- Goal of the exercise
Look for "SOLOK" in each line of the entries, and return the matching lines.

- Input material

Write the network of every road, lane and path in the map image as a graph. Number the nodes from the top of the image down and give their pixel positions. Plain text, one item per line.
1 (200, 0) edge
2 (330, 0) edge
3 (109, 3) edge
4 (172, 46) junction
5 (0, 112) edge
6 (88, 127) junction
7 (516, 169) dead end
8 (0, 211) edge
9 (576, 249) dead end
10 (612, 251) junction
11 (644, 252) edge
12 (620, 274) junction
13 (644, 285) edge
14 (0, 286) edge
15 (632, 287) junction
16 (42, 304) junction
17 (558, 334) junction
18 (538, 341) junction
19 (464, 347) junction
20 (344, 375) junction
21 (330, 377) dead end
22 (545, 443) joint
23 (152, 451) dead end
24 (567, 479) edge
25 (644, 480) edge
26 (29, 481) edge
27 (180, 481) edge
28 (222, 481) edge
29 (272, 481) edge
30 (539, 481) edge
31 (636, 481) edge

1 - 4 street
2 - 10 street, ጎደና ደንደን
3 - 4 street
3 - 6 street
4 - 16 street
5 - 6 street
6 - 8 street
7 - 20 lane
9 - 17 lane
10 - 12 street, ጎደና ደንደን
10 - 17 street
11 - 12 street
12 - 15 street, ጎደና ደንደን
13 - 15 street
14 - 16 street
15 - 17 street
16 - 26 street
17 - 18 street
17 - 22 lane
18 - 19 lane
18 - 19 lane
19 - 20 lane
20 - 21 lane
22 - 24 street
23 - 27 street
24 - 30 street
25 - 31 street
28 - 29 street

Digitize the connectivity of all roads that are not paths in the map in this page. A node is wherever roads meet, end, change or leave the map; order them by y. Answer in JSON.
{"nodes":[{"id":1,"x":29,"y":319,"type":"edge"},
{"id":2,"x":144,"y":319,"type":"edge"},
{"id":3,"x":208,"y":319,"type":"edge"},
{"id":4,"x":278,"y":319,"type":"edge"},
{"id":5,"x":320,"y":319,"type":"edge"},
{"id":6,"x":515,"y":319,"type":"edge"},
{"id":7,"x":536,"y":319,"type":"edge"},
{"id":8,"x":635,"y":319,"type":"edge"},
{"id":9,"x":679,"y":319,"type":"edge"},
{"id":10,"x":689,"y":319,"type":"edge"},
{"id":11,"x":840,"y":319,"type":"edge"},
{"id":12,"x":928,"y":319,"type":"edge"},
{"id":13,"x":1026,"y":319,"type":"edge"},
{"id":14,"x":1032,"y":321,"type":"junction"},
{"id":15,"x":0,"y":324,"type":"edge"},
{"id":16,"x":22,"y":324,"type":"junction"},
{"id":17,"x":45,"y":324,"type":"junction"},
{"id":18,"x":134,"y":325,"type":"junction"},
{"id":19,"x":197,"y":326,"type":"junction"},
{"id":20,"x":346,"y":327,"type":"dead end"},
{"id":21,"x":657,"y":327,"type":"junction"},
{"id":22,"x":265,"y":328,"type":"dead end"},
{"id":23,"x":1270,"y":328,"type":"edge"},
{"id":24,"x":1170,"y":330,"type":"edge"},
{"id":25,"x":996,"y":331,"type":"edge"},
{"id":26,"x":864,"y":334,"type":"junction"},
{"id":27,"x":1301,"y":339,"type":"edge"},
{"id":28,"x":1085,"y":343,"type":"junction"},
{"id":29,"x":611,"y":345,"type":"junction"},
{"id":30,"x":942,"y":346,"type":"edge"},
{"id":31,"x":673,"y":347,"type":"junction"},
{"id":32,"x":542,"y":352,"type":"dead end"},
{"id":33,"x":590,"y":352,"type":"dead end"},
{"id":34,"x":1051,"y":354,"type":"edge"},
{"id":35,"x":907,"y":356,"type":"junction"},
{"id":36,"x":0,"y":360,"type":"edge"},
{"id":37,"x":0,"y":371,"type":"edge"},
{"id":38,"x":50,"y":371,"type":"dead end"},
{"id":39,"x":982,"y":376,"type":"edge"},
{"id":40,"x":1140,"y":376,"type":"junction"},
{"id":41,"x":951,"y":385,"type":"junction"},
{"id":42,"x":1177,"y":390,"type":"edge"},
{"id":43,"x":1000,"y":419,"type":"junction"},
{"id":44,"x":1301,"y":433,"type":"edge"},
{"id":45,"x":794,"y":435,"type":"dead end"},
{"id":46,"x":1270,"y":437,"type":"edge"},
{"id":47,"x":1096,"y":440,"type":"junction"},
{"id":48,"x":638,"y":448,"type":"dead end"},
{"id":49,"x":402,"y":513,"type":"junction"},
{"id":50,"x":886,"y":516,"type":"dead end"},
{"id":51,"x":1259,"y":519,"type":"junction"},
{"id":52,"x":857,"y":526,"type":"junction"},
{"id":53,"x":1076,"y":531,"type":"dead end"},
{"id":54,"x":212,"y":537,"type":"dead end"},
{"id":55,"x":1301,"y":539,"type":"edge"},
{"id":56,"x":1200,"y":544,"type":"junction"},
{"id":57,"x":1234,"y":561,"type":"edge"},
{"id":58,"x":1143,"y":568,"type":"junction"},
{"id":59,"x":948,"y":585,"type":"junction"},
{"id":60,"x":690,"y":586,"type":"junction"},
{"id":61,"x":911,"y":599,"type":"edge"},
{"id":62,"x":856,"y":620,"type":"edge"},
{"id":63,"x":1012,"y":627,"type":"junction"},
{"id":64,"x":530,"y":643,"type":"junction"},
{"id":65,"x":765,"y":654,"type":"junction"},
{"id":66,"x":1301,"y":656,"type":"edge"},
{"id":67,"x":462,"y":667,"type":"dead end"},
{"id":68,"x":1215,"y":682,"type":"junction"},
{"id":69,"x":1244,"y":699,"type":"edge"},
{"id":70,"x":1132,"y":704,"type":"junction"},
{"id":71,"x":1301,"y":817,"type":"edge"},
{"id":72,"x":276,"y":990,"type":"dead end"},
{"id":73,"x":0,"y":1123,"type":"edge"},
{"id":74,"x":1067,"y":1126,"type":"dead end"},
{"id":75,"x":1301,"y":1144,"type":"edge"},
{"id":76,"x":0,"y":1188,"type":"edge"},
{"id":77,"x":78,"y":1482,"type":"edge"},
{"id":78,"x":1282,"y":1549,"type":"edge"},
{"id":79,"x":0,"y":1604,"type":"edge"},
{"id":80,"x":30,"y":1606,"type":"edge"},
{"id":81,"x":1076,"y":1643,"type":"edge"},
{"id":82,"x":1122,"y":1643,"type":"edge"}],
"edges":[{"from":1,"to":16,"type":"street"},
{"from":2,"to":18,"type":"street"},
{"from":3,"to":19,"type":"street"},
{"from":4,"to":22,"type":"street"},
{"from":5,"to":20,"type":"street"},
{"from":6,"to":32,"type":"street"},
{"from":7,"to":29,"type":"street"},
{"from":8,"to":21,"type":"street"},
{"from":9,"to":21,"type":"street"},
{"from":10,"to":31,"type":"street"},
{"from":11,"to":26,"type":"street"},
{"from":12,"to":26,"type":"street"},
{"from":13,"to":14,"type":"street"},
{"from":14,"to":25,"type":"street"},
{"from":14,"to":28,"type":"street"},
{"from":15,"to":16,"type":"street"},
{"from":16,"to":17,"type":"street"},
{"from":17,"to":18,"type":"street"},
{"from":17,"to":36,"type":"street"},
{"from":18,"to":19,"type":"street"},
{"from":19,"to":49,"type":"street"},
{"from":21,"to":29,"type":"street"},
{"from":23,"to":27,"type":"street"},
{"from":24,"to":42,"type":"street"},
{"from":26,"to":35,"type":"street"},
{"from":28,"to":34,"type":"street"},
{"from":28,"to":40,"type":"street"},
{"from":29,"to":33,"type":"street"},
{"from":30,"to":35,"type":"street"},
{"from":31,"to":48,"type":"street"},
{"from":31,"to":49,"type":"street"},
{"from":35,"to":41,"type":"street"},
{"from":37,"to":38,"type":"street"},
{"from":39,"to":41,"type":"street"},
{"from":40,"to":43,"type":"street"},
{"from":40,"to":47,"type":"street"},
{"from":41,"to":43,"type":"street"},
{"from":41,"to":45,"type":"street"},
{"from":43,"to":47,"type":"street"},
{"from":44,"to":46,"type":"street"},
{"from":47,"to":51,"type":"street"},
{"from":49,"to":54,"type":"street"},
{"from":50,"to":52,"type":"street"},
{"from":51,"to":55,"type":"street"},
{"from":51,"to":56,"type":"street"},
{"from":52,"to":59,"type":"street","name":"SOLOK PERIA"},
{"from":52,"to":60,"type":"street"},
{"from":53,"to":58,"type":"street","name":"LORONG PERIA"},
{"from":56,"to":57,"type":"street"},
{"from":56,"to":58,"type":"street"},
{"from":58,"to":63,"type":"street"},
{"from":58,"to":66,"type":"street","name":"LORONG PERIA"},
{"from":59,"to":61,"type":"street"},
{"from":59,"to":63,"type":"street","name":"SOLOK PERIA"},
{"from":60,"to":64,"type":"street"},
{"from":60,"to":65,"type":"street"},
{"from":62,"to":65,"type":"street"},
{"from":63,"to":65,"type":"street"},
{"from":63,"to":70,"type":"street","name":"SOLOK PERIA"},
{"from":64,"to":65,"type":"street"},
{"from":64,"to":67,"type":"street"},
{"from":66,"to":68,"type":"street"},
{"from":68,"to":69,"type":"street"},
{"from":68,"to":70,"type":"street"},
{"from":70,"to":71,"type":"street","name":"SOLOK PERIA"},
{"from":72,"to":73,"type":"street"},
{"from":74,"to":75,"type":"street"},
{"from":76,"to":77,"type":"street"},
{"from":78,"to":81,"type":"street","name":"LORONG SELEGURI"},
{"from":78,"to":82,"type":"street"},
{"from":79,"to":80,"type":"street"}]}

- Your solution
{"from":52,"to":59,"type":"street","name":"SOLOK PERIA"},
{"from":59,"to":63,"type":"street","name":"SOLOK PERIA"},
{"from":63,"to":70,"type":"street","name":"SOLOK PERIA"},
{"from":70,"to":71,"type":"street","name":"SOLOK PERIA"},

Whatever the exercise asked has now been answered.